EXERCISE DESCRIPTION: Search the listing below for the word "points" and return each line that contains it.

RECORD EXCERPTS below:

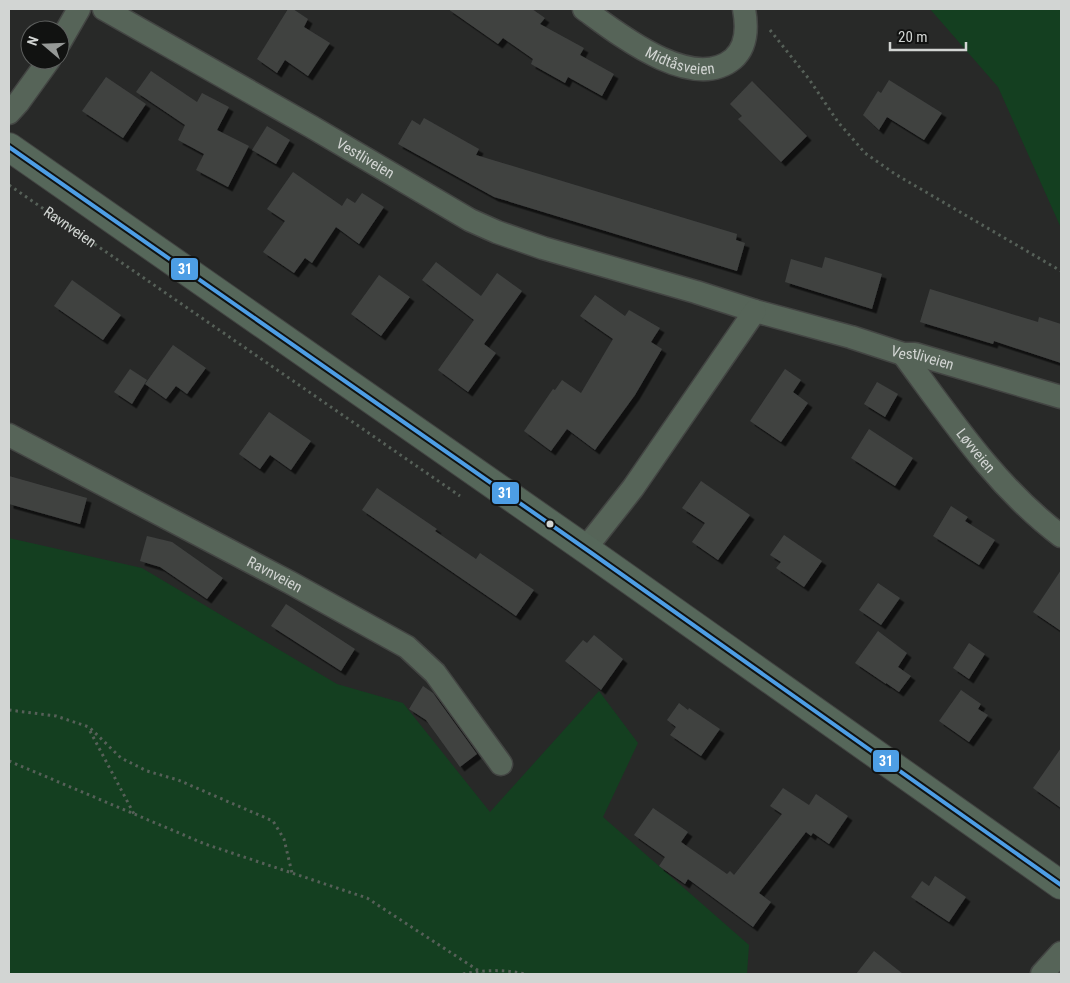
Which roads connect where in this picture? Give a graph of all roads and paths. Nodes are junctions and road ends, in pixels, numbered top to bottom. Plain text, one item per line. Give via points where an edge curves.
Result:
1 (79, 9) edge
2 (104, 9) edge
3 (584, 9) edge
4 (744, 9) edge
5 (764, 23) dead end
6 (70, 25) edge
7 (42, 70) edge
8 (9, 112) edge
9 (9, 148) edge
10 (9, 185) edge
11 (1061, 271) edge
12 (755, 311) junction
13 (903, 354) junction
14 (1061, 397) edge
15 (9, 435) edge
16 (462, 498) dead end
17 (1061, 536) edge
18 (585, 549) junction
19 (9, 710) edge
20 (89, 727) junction
21 (9, 761) edge
22 (501, 764) dead end
23 (134, 814) junction
24 (292, 873) junction
25 (1061, 885) edge
26 (1061, 953) edge
27 (480, 973) edge
28 (463, 974) edge
29 (476, 974) edge
30 (525, 974) edge
31 (1042, 974) edge

1 - 6 street
2 - 12 street, Vestliveien via 470,220 543,248
3 - 4 street, Midtåsveien via 669,62 702,69 717,67 736,57 746,34
5 - 11 path via 865,153
7 - 8 street
9 - 18 main road
10 - 16 path, Ravnveien
12 - 13 street, Vestliveien
12 - 18 street via 633,488
13 - 14 street, Vestliveien via 915,354
13 - 17 street, Løvveien via 993,472
15 - 22 street, Ravnveien via 291,582 407,647 435,673
18 - 25 main road
19 - 20 path via 56,716
20 - 23 path
20 - 24 path via 121,758 273,821 284,839
21 - 23 path
23 - 24 path via 205,844
24 - 27 path via 367,898
26 - 31 street
27 - 28 path
27 - 29 path
27 - 30 path via 514,971

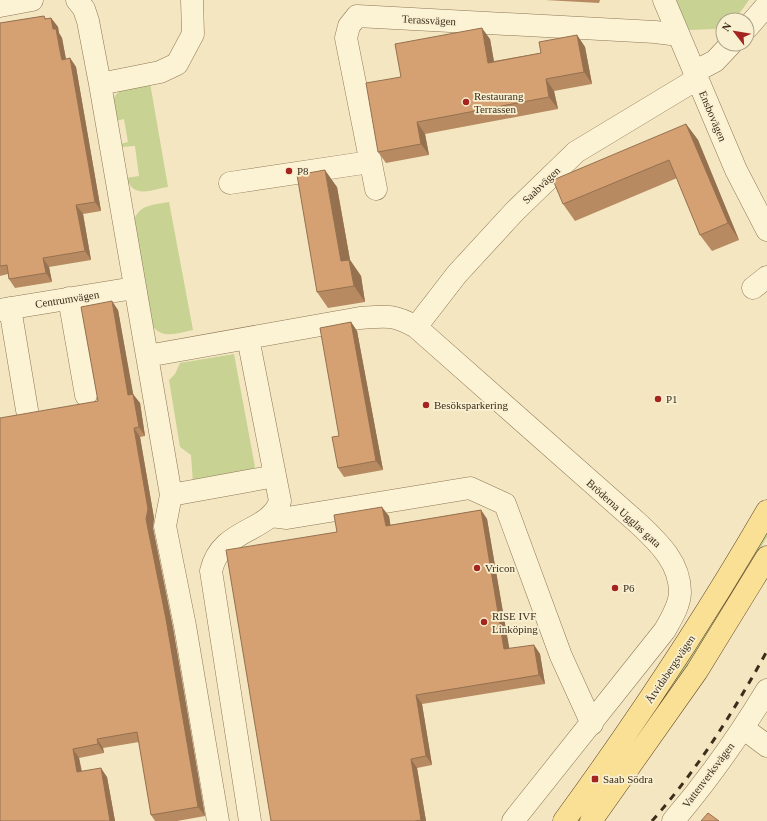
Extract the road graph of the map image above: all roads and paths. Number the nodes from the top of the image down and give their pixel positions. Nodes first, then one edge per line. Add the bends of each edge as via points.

End of RECORD EXCERPTS.

SOLUTION:
Which roads connect where in this picture? Give a graph of all roads and paths. Nodes are junctions and road ends, in pixels, numbered top to bottom. Plain text, one item per line. Give via points where an edge curves.
Extract the road graph of the map image above: all roads and paths. Number the nodes from the top of the image down and give their pixel positions. Nodes first, then one edge per line. Add the bends of each edge as via points.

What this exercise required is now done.